Le controstorie di un contastorie
Come per Conversazione su Tiresia, apprezzare le doti teatrali di Andrea Camilleri, alle prese con Autodifesa di Caino, avrebbe avuto un importante impatto culturale e morale.
Invece pochi giorni dopo la data fissata per la rappresentazione alle Terme di Caracalla, il papà del commissario Montalbano ci ha lasciati, permettendo tuttavia a Sellerio di pubblicare questo testo che sa quasi di testamento spirituale.
Nel suo ultimo monologo, da bravo contastorie Camilleri veste i panni di Caino per tracciare la controstoria di una figura biblica, universalmente dileggiata e osteggiata, le cui azioni diventano pretesto per innescare una profonda riflessione su Bene e Male.
Saranno dunque i lettori in veste di signori della Corte gli unici titolati a pronunciare un verdetto che chiamerà in causa Dio e le prove della sua esistenza.
Seppure in assenza di un giudizio definitivo, l’esercizio di rilettura della Genesi operato da Camilleri diventa avvincente, gustoso, vagamente satirico. Dalla nascita del terragno Adamo (superstite dei nani da giardino che non “cataminavano”) alla comparsa della protofemminista Lilith prima ancora che di Eva, fino all’arrivo di un Caino legatissimo a sua madre e di un Abele ancor più umano nel suo istinto omicida, l’idea di fondo è che, come tutti gli estremi, Male e Bene a un certo punto convergano creando un magma indefinito e inafferrabile.

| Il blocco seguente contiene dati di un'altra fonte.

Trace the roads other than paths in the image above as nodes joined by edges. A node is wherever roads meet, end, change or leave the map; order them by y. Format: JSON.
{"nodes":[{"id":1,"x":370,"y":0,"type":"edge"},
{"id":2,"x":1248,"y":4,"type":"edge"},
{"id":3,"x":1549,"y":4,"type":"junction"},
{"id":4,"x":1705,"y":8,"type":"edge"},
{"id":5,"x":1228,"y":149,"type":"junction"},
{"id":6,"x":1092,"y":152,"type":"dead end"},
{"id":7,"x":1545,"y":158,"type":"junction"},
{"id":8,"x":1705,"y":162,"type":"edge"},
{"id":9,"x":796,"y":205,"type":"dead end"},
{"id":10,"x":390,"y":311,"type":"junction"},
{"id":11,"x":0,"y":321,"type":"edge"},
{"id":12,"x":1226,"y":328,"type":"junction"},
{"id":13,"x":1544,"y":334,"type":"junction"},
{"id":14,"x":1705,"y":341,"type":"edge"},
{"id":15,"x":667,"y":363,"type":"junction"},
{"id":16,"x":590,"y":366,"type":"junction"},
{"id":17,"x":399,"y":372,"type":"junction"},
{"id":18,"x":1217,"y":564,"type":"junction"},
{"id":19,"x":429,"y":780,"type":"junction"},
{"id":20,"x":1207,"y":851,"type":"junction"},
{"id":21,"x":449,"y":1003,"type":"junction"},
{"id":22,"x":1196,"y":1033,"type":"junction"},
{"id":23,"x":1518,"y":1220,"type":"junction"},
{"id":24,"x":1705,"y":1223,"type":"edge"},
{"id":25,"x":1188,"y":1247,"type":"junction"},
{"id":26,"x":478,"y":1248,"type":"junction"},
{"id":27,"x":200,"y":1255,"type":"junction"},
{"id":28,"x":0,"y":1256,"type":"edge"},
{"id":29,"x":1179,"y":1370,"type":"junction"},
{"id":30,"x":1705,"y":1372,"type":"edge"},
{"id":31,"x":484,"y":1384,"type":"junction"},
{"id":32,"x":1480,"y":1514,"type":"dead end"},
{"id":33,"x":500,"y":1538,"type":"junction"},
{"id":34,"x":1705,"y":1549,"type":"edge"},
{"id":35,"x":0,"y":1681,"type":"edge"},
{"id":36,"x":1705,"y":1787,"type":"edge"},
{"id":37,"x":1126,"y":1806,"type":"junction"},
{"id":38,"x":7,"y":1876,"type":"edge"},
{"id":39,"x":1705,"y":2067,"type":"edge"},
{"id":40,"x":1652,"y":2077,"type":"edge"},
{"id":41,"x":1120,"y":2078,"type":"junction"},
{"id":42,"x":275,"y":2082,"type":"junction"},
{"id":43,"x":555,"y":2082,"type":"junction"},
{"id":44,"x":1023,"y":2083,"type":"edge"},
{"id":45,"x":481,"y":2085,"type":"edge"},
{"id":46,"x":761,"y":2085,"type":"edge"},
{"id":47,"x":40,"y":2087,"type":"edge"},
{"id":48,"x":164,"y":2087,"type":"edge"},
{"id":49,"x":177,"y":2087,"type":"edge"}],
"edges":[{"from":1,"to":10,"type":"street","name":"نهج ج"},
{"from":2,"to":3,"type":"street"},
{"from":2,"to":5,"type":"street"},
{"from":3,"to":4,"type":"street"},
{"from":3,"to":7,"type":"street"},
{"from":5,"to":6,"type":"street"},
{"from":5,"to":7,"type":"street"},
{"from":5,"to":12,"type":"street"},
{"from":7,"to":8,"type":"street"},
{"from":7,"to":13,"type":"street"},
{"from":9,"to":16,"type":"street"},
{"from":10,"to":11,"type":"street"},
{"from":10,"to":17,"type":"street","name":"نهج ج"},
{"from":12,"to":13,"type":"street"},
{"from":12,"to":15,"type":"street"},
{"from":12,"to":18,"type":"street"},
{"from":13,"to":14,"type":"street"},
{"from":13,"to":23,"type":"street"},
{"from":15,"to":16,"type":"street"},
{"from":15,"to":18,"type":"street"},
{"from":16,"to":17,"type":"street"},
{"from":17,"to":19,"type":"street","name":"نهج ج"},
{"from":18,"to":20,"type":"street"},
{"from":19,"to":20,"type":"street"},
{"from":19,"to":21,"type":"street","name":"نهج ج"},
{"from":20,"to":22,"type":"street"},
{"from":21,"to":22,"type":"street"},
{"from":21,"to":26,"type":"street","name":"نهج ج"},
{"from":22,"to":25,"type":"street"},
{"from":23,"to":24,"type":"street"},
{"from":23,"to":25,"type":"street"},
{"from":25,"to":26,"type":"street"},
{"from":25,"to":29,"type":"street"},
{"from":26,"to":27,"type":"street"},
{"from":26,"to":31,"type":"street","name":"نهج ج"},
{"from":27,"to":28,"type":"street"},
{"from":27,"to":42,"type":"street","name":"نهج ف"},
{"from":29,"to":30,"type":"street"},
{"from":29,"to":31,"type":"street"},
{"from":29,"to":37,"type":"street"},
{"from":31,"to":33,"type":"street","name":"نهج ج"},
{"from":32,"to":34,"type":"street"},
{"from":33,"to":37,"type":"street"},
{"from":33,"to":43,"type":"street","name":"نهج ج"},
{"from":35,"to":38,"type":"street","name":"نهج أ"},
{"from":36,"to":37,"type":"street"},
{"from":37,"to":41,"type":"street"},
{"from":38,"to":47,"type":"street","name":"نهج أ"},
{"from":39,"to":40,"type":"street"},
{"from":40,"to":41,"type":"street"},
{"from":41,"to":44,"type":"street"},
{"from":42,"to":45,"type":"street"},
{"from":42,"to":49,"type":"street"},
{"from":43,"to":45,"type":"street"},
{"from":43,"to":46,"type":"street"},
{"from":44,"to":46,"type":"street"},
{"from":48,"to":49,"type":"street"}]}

Caino uccide il fratello per legittima difesa, intavola con Dio tentativi di dialogo piuttosto infelici, continuerà a vagare per punizione divina: ciononostante, o forse a maggior onta, il cattivo per antonomasia è aancora tra noi viste “due guerre mondiali, una gran quantità di guerre locali, gli eccidi, gli stermini, i massacri, i genocidi, le pulizie etniche, le stragi, gli attentati, i femminicidi”.
Quel che sembra suggerire Camilleri, grazie anche alle felici incursioni di Borges, Amos Oz, Fo e Saramago, è che “non sempre dal bene nasce altro bene e non sempre il male genera altro male”, avvalendosi dunque, in un ultimo virtuosismo teatrale, della facoltà di non condannare definitivamente Caino.